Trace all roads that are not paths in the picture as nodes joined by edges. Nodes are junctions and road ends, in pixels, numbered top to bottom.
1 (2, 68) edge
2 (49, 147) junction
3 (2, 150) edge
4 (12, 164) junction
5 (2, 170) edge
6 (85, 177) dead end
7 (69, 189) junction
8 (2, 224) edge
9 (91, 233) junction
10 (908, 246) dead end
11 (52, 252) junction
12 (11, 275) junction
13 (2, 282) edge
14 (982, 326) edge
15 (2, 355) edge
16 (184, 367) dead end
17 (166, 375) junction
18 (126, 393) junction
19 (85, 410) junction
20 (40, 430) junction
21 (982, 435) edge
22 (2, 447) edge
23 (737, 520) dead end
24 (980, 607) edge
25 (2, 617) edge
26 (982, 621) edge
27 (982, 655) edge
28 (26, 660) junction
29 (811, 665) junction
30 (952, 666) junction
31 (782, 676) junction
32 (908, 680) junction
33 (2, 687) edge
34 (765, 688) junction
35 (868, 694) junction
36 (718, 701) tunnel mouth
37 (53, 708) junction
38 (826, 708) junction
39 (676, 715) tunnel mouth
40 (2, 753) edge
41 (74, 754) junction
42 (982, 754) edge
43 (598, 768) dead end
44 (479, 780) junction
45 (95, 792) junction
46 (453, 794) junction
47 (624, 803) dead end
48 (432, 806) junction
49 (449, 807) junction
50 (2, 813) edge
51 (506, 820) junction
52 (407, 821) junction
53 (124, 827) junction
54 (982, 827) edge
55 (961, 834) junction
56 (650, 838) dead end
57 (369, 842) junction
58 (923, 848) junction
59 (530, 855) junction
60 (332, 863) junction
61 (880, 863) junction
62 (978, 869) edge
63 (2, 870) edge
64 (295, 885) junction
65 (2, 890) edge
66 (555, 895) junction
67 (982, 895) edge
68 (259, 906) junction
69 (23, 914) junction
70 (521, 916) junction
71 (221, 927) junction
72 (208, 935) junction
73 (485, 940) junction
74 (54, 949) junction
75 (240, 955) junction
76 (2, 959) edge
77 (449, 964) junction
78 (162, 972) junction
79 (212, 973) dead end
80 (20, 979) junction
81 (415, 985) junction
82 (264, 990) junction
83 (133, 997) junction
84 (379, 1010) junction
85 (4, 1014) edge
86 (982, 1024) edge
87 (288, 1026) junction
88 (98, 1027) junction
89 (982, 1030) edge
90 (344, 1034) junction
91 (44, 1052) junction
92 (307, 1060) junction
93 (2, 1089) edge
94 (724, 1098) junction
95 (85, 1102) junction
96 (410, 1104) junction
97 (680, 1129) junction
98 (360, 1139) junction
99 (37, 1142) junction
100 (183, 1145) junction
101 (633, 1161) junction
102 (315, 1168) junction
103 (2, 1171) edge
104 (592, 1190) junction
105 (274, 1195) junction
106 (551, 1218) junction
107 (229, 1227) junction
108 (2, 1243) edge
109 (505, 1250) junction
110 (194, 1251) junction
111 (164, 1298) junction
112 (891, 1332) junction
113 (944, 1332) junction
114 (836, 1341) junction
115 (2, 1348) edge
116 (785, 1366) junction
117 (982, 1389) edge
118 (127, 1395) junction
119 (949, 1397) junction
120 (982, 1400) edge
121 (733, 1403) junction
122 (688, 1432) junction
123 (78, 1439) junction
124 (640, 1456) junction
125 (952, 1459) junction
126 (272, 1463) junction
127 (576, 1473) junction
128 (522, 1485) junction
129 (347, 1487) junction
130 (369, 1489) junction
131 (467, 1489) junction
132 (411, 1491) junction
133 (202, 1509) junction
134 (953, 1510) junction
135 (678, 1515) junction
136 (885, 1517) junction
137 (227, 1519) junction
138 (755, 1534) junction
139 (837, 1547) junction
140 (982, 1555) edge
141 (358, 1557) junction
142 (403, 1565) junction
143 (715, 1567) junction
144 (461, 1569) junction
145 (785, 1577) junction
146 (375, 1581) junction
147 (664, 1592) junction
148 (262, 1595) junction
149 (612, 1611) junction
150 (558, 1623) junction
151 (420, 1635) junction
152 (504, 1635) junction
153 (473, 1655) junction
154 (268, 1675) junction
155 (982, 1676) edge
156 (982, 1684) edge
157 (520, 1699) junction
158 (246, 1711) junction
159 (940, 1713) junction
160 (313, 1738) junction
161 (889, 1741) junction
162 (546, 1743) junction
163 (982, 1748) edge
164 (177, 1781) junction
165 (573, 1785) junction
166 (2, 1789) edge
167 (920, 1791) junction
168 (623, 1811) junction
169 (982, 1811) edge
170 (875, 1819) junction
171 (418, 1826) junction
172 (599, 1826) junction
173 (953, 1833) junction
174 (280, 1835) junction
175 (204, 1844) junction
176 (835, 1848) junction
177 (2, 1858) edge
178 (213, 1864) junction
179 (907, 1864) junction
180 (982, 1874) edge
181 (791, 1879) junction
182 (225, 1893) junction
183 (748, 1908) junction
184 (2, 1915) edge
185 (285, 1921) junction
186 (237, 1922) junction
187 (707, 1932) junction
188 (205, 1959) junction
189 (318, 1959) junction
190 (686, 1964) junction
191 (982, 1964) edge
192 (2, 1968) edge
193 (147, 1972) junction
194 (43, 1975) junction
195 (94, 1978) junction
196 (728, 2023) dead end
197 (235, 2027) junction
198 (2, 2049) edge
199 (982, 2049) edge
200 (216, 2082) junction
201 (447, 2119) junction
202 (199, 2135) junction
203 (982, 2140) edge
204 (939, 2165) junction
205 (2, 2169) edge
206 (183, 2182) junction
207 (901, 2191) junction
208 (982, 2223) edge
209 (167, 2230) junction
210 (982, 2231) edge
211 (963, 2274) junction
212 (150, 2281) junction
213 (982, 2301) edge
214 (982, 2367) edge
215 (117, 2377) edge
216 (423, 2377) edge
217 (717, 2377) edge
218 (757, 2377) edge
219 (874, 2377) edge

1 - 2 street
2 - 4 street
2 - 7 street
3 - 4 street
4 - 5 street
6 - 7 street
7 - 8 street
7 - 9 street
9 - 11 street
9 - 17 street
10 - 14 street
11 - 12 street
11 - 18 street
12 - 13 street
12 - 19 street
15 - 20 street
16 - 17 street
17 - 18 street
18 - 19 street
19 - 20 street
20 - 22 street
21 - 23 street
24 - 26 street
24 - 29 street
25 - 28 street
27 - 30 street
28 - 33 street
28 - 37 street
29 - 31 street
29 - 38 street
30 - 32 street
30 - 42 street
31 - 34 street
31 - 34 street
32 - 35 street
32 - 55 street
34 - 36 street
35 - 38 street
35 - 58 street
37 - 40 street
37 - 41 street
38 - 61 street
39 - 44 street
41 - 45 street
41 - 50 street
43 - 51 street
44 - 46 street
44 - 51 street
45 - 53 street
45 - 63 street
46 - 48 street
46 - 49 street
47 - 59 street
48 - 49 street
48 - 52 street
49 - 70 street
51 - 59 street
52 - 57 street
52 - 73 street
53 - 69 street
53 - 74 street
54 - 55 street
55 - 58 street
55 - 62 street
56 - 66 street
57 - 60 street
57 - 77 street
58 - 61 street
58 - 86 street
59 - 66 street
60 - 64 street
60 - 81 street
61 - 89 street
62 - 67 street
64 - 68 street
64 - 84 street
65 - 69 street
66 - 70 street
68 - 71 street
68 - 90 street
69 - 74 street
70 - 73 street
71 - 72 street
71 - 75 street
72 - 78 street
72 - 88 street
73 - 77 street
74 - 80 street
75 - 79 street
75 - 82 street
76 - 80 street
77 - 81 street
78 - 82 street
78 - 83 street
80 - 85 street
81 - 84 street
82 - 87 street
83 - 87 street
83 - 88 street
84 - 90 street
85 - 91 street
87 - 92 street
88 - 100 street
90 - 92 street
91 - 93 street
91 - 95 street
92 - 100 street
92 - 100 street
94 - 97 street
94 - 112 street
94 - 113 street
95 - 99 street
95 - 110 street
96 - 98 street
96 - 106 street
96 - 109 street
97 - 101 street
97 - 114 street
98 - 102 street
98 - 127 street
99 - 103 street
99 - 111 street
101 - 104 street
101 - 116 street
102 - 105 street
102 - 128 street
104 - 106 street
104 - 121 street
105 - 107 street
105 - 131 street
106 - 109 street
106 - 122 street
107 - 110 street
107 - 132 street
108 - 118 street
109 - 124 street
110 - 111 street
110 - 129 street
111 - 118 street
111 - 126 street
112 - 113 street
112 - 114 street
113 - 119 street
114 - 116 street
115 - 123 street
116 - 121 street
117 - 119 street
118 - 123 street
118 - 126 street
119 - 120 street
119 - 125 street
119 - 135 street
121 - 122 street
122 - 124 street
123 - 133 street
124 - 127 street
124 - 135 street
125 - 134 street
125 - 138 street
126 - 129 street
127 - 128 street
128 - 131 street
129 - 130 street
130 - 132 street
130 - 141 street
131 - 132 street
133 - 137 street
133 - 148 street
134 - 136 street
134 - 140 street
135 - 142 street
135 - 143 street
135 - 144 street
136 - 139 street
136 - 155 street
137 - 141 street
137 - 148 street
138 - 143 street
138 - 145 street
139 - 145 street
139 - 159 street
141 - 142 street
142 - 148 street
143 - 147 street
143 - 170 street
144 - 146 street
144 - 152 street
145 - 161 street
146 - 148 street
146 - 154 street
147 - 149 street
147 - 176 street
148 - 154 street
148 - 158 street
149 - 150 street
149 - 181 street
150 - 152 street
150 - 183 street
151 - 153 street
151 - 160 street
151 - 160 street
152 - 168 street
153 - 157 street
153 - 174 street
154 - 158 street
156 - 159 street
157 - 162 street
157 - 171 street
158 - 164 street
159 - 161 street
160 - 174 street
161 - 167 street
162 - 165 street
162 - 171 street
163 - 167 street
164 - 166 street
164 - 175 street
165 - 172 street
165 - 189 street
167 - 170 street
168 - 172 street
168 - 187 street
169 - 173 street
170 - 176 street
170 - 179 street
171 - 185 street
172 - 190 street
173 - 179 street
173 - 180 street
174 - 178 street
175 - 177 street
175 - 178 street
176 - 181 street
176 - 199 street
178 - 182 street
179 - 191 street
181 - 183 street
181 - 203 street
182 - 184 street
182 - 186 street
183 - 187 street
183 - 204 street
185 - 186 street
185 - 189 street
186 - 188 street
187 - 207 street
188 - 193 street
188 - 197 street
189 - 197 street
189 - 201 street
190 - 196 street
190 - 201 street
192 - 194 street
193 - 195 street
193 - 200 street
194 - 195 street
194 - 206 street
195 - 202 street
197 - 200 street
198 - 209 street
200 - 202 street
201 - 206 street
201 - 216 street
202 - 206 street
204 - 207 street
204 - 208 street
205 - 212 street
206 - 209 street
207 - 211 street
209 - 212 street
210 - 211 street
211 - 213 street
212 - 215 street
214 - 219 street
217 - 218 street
•••
What lines of the data contain the string "dead"? List them.

6 (85, 177) dead end
10 (908, 246) dead end
16 (184, 367) dead end
23 (737, 520) dead end
43 (598, 768) dead end
47 (624, 803) dead end
56 (650, 838) dead end
79 (212, 973) dead end
196 (728, 2023) dead end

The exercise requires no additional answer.